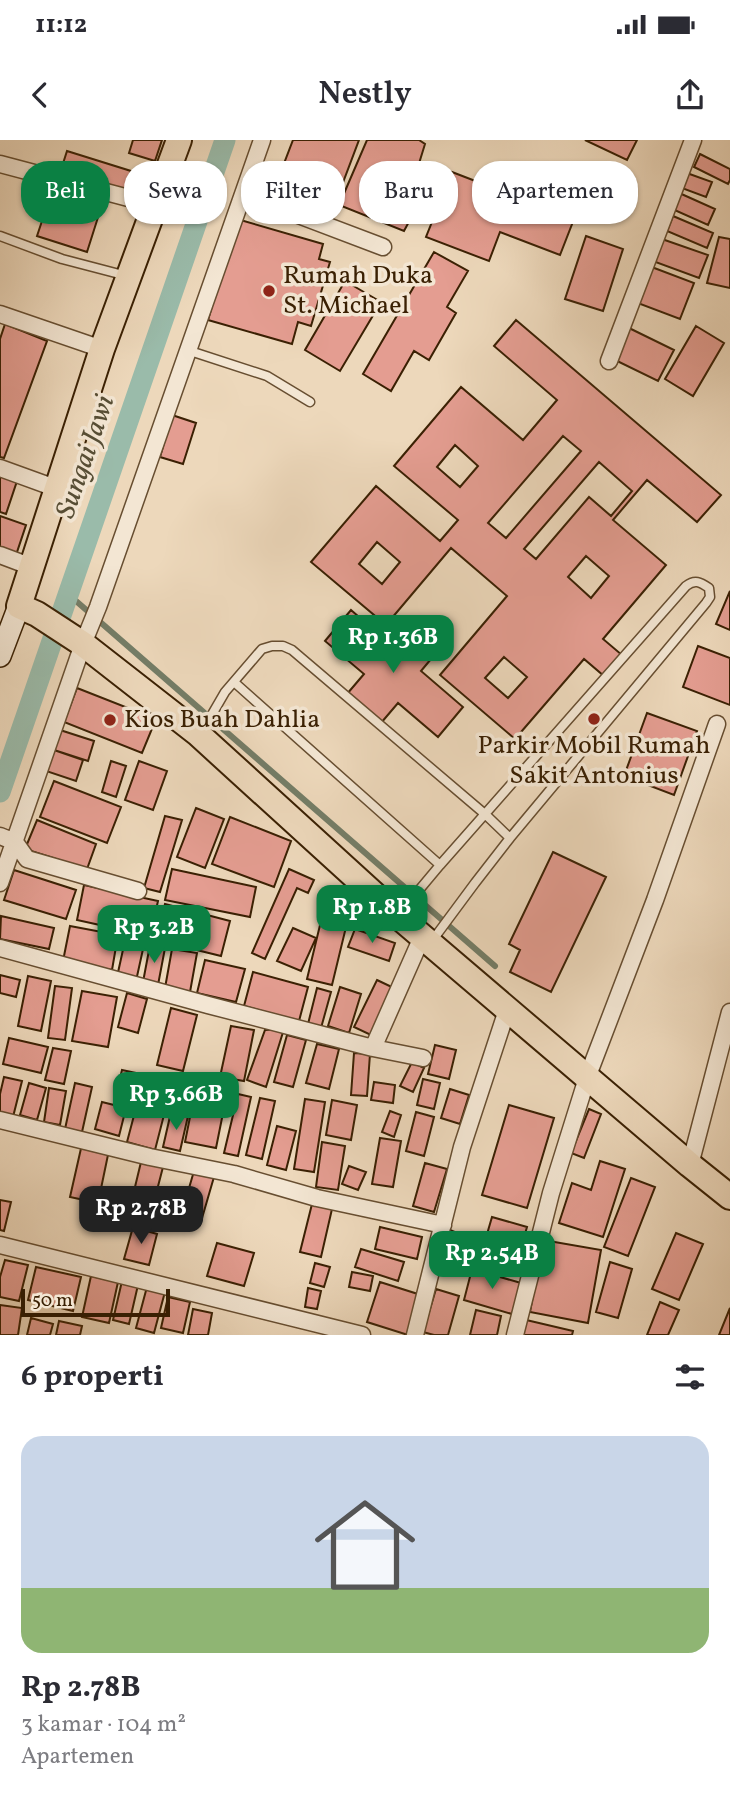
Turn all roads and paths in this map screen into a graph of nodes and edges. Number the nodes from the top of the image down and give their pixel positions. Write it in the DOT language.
graph roads {
  1 [pos="178,140"];
  2 [pos="262,140"];
  3 [pos="693,140"];
  4 [pos="171,161"];
  5 [pos="255,161"];
  6 [pos="0,164"];
  7 [pos="124,197"];
  8 [pos="241,200"];
  9 [pos="148,224"];
  10 [pos="322,224"];
  11 [pos="0,236"];
  12 [pos="383,247"];
  13 [pos="129,277"];
  14 [pos="0,314"];
  15 [pos="102,349"];
  16 [pos="187,350"];
  17 [pos="609,361"];
  18 [pos="310,402"];
  19 [pos="0,468"];
  20 [pos="58,489"];
  21 [pos="0,555"];
  22 [pos="32,567"];
  23 [pos="28,610"];
  24 [pos="83,636"];
  25 [pos="0,656"];
  26 [pos="234,682"];
  27 [pos="718,724"];
  28 [pos="202,728"];
  29 [pos="486,815"];
  30 [pos="510,838"];
  31 [pos="7,839"];
  32 [pos="440,865"];
  33 [pos="0,883"];
  34 [pos="138,891"];
  35 [pos="401,912"];
  36 [pos="430,938"];
  37 [pos="0,948"];
  38 [pos="507,1010"];
  39 [pos="730,1012"];
  40 [pos="373,1048"];
  41 [pos="423,1058"];
  42 [pos="587,1078"];
  43 [pos="0,1120"];
  44 [pos="690,1165"];
  45 [pos="730,1197"];
  46 [pos="443,1225"];
  47 [pos="0,1245"];
  48 [pos="362,1335"];
  49 [pos="415,1335"];
  50 [pos="514,1335"];
  1 -- 4 [label="main road"];
  2 -- 5 [label="street"];
  3 -- 17 [label="street"];
  6 -- 7 [label="street"];
  8 -- 16 [label="street"];
  9 -- 13 [label="main road"];
  10 -- 12 [label="street"];
  11 -- 13 [label="lane"];
  13 -- 15 [label="main road"];
  14 -- 15 [label="street"];
  15 -- 20 [label="main road"];
  16 -- 18 [label="lane"];
  16 -- 24 [label="street"];
  19 -- 20 [label="street"];
  20 -- 22 [label="main road"];
  21 -- 22 [label="street"];
  22 -- 23 [label="main road"];
  23 -- 24 [label="main road"];
  23 -- 25 [label="street"];
  24 -- 28 [label="main road"];
  24 -- 31 [label="street"];
  26 -- 28 [label="lane"];
  26 -- 29 [label="lane"];
  26 -- 32 [label="lane"];
  27 -- 42 [label="street"];
  28 -- 35 [label="main road"];
  29 -- 30 [label="lane"];
  29 -- 30 [label="lane"];
  29 -- 32 [label="lane"];
  30 -- 36 [label="lane"];
  31 -- 33 [label="street"];
  31 -- 34 [label="street"];
  32 -- 35 [label="lane"];
  35 -- 36 [label="main road"];
  36 -- 38 [label="main road"];
  36 -- 40 [label="street"];
  37 -- 40 [label="street"];
  38 -- 42 [label="main road"];
  38 -- 46 [label="street"];
  39 -- 44 [label="street"];
  40 -- 41 [label="street"];
  42 -- 44 [label="main road"];
  42 -- 50 [label="street"];
  43 -- 46 [label="street"];
  44 -- 45 [label="main road"];
  46 -- 49 [label="street"];
  47 -- 48 [label="street"];
}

____

§ **Your objective**
With the images omitted, retype the records above exactly.

§ **Written solution**
Turn all roads and paths in this map screen into a graph of nodes and edges. Number the nodes from the top of the image down and give their pixel positions. Write it in the DOT language.
graph roads {
  1 [pos="178,140"];
  2 [pos="262,140"];
  3 [pos="693,140"];
  4 [pos="171,161"];
  5 [pos="255,161"];
  6 [pos="0,164"];
  7 [pos="124,197"];
  8 [pos="241,200"];
  9 [pos="148,224"];
  10 [pos="322,224"];
  11 [pos="0,236"];
  12 [pos="383,247"];
  13 [pos="129,277"];
  14 [pos="0,314"];
  15 [pos="102,349"];
  16 [pos="187,350"];
  17 [pos="609,361"];
  18 [pos="310,402"];
  19 [pos="0,468"];
  20 [pos="58,489"];
  21 [pos="0,555"];
  22 [pos="32,567"];
  23 [pos="28,610"];
  24 [pos="83,636"];
  25 [pos="0,656"];
  26 [pos="234,682"];
  27 [pos="718,724"];
  28 [pos="202,728"];
  29 [pos="486,815"];
  30 [pos="510,838"];
  31 [pos="7,839"];
  32 [pos="440,865"];
  33 [pos="0,883"];
  34 [pos="138,891"];
  35 [pos="401,912"];
  36 [pos="430,938"];
  37 [pos="0,948"];
  38 [pos="507,1010"];
  39 [pos="730,1012"];
  40 [pos="373,1048"];
  41 [pos="423,1058"];
  42 [pos="587,1078"];
  43 [pos="0,1120"];
  44 [pos="690,1165"];
  45 [pos="730,1197"];
  46 [pos="443,1225"];
  47 [pos="0,1245"];
  48 [pos="362,1335"];
  49 [pos="415,1335"];
  50 [pos="514,1335"];
  1 -- 4 [label="main road"];
  2 -- 5 [label="street"];
  3 -- 17 [label="street"];
  6 -- 7 [label="street"];
  8 -- 16 [label="street"];
  9 -- 13 [label="main road"];
  10 -- 12 [label="street"];
  11 -- 13 [label="lane"];
  13 -- 15 [label="main road"];
  14 -- 15 [label="street"];
  15 -- 20 [label="main road"];
  16 -- 18 [label="lane"];
  16 -- 24 [label="street"];
  19 -- 20 [label="street"];
  20 -- 22 [label="main road"];
  21 -- 22 [label="street"];
  22 -- 23 [label="main road"];
  23 -- 24 [label="main road"];
  23 -- 25 [label="street"];
  24 -- 28 [label="main road"];
  24 -- 31 [label="street"];
  26 -- 28 [label="lane"];
  26 -- 29 [label="lane"];
  26 -- 32 [label="lane"];
  27 -- 42 [label="street"];
  28 -- 35 [label="main road"];
  29 -- 30 [label="lane"];
  29 -- 30 [label="lane"];
  29 -- 32 [label="lane"];
  30 -- 36 [label="lane"];
  31 -- 33 [label="street"];
  31 -- 34 [label="street"];
  32 -- 35 [label="lane"];
  35 -- 36 [label="main road"];
  36 -- 38 [label="main road"];
  36 -- 40 [label="street"];
  37 -- 40 [label="street"];
  38 -- 42 [label="main road"];
  38 -- 46 [label="street"];
  39 -- 44 [label="street"];
  40 -- 41 [label="street"];
  42 -- 44 [label="main road"];
  42 -- 50 [label="street"];
  43 -- 46 [label="street"];
  44 -- 45 [label="main road"];
  46 -- 49 [label="street"];
  47 -- 48 [label="street"];
}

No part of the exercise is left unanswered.